I noticed also that a childish realism has furnished the lower monsters of the gate with real bristles for their distended nostrils; and this trifle recalls again the taint of the unbelieving imagination, which insists upon small points of truth as a sort of legal protection for its failing in the greater ones.
Within this third cloistered court which we now entered is an inclosed terrace, some fifty yards square. Inside of its walls are the oratory and the final shrine, to which we can pass through another smaller gate, this time with lower steps. The base of the terrace, which makes the level of the innermost court, is cased with large blocks of cemented stone. Above it is a fence or wall with heavy roof and projecting gilded rafters. Great black brackets support the roof. Between them all is carved and colored in birds and flowers and leaves, almost real in the shadow.
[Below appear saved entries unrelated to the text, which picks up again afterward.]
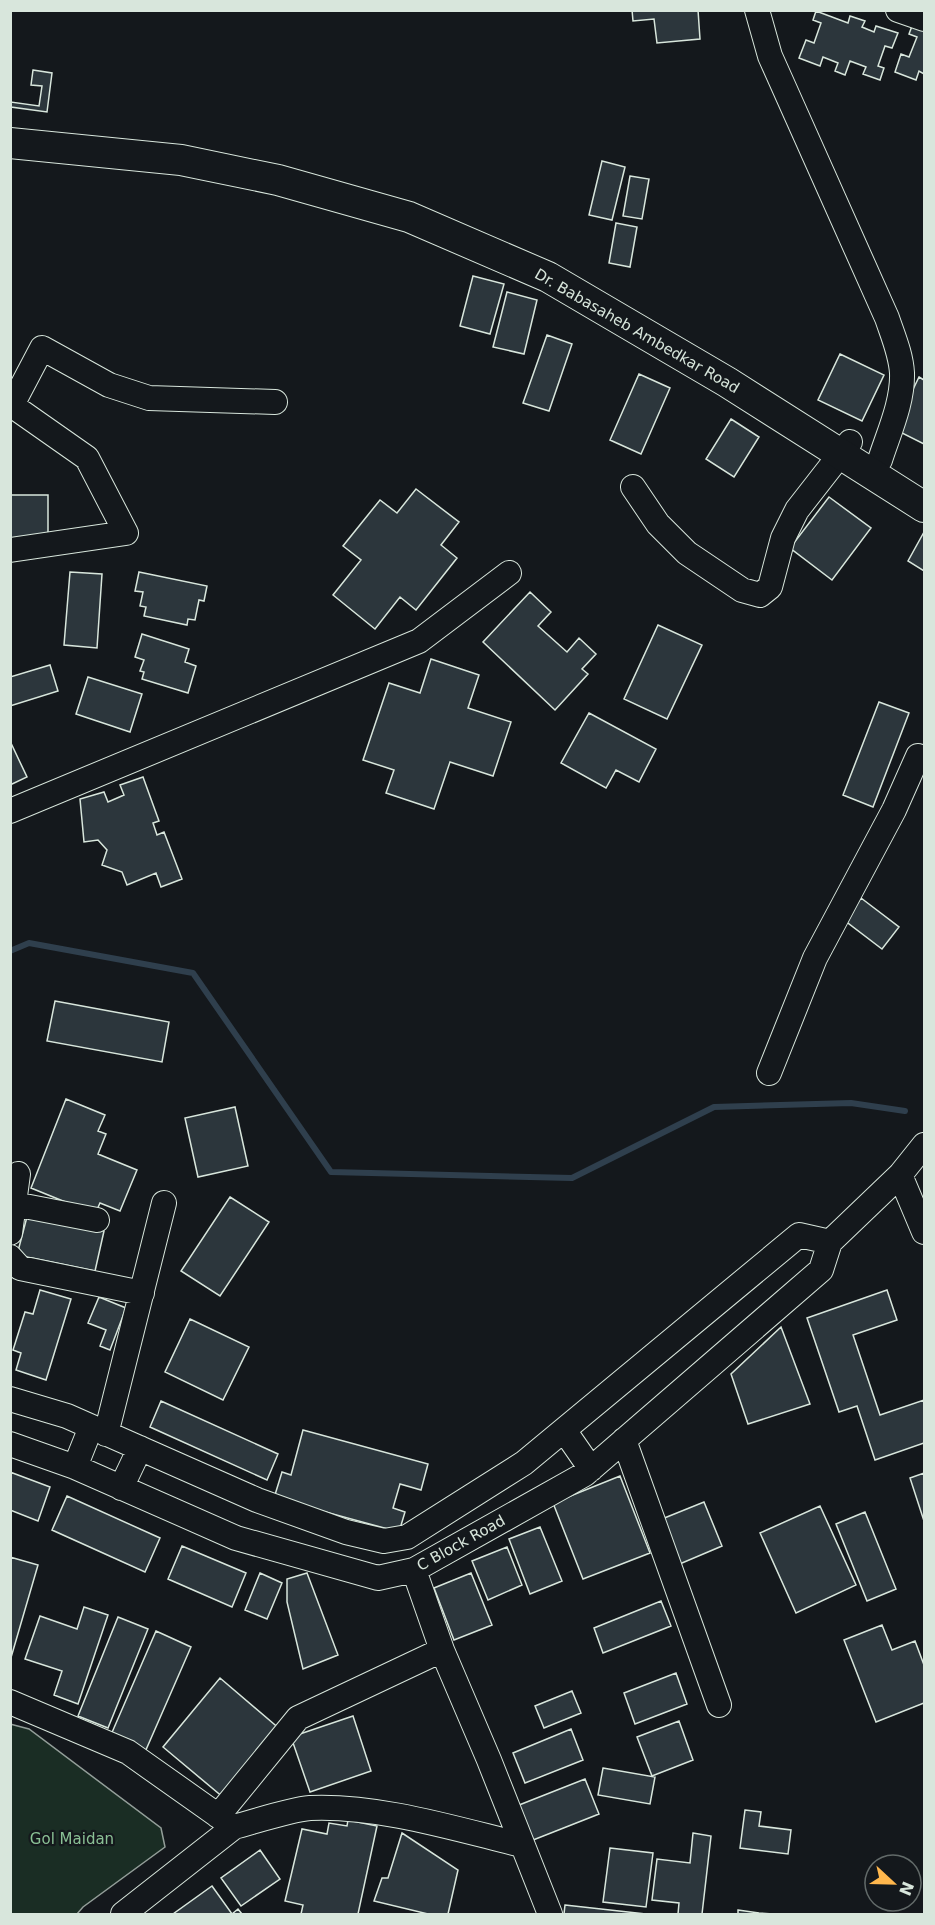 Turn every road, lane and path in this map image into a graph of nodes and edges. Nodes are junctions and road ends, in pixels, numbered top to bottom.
1 (757, 10) edge
2 (898, 10) edge
3 (924, 19) edge
4 (10, 122) edge
5 (10, 143) edge
6 (333, 189) junction
7 (275, 402) dead end
8 (11, 404) edge
9 (845, 449) junction
10 (880, 460) junction
11 (633, 487) dead end
12 (924, 487) edge
13 (924, 507) edge
14 (10, 550) edge
15 (509, 573) dead end
16 (922, 753) edge
17 (10, 811) edge
18 (769, 1072) dead end
19 (924, 1145) edge
20 (18, 1174) dead end
21 (900, 1176) junction
22 (164, 1203) dead end
23 (14, 1204) junction
24 (97, 1220) dead end
25 (924, 1232) edge
26 (10, 1233) edge
27 (830, 1242) junction
28 (10, 1257) edge
29 (142, 1293) junction
30 (10, 1399) edge
31 (564, 1430) junction
32 (99, 1431) junction
33 (624, 1440) junction
34 (10, 1444) edge
35 (140, 1448) junction
36 (75, 1467) junction
37 (591, 1469) junction
38 (121, 1488) junction
39 (428, 1522) junction
40 (358, 1534) junction
41 (449, 1551) junction
42 (345, 1569) junction
43 (414, 1570) junction
44 (442, 1650) junction
45 (10, 1702) edge
46 (719, 1705) dead end
47 (226, 1821) junction
48 (522, 1845) junction
49 (123, 1914) edge
50 (550, 1914) edge

1 - 10 street
2 - 3 street
4 - 6 main road, Dr. Babasaheb Ambedkar Road
5 - 6 main road, Dr. Babasaheb Ambedkar Road
6 - 9 main road, Dr. Babasaheb Ambedkar Road
7 - 8 street
8 - 14 street
9 - 10 main road, Dr. Babasaheb Ambedkar Road
9 - 11 street
9 - 13 main road, Dr. Babasaheb Ambedkar Road
10 - 12 main road, Dr. Babasaheb Ambedkar Road
15 - 17 street
16 - 18 street
19 - 21 street, C Block Road
20 - 23 street
21 - 25 street
21 - 27 street, C Block Road
22 - 29 street
23 - 24 street
23 - 26 street
27 - 31 street
27 - 33 street, C Block Road
28 - 29 street
29 - 32 street
30 - 32 street
31 - 37 street
31 - 39 street
32 - 35 street
32 - 36 street
33 - 37 street, C Block Road
33 - 46 street
34 - 36 street, C Block Road
35 - 38 street
35 - 40 street
36 - 38 street, C Block Road
37 - 41 street, C Block Road
38 - 42 street, C Block Road
39 - 40 street
39 - 41 street
40 - 42 street
41 - 43 street, C Block Road
42 - 43 street, C Block Road
43 - 44 street
44 - 47 street
44 - 48 street
45 - 47 street
47 - 48 street
47 - 49 street
48 - 50 street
Between the decorated string-courses the wall is pierced with gilded screens, through which play the lights and darks, the colors and the gilding of the shrine inside. At the very bottom, touching the stone plinth, carved and painted sculptures in high relief project and cast the shadows of leaves and birds upon the brilliant granite.
Beyond this inclosure and the shrine within it the court is abruptly ended by a lofty stone wall, high as the temple roof, and built into the face of the mountain. From its very edge the great slope is covered with tall trees that look down upon this basin filled with gilding and lacquers, with carvings and bronze, with all that is most artificial, delicate, labored, and transitory in the art of man.
It is in this contrast, insisted upon with consummate skill, that lies the secret beauty of the art of the men who did all this. The very lavishness of finish and of detail, the heaped-up exaggerations of refinement and civilization, bring out the more the simplicity and quiet of the nature about them. Up to the very edges of the carvings and the lacquers grow the lichens and mosses and small things of the forest. The gilded temples stand hidden in everlasting hills and trees, open above to the upper sky which lights them, and to the changing weather with which their meaning changes. Nothing could recall more completely the lessons of death, the permanence of change, and the transitoriness of man.
We went up the steps of the recessed gate, which repeats the former theme of white and gold and black in forms of an elegance that touches the limits of good taste. Its heavy black roof, whose four ridges are crowned by long bronze dragons and crawling lions, opens in a high curve on the front and sides to show under the bent white-and-gold ridge-beams a pediment strapped and intersected by spaces of small carvings, white and tinted, relieved by red perpendiculars of beams.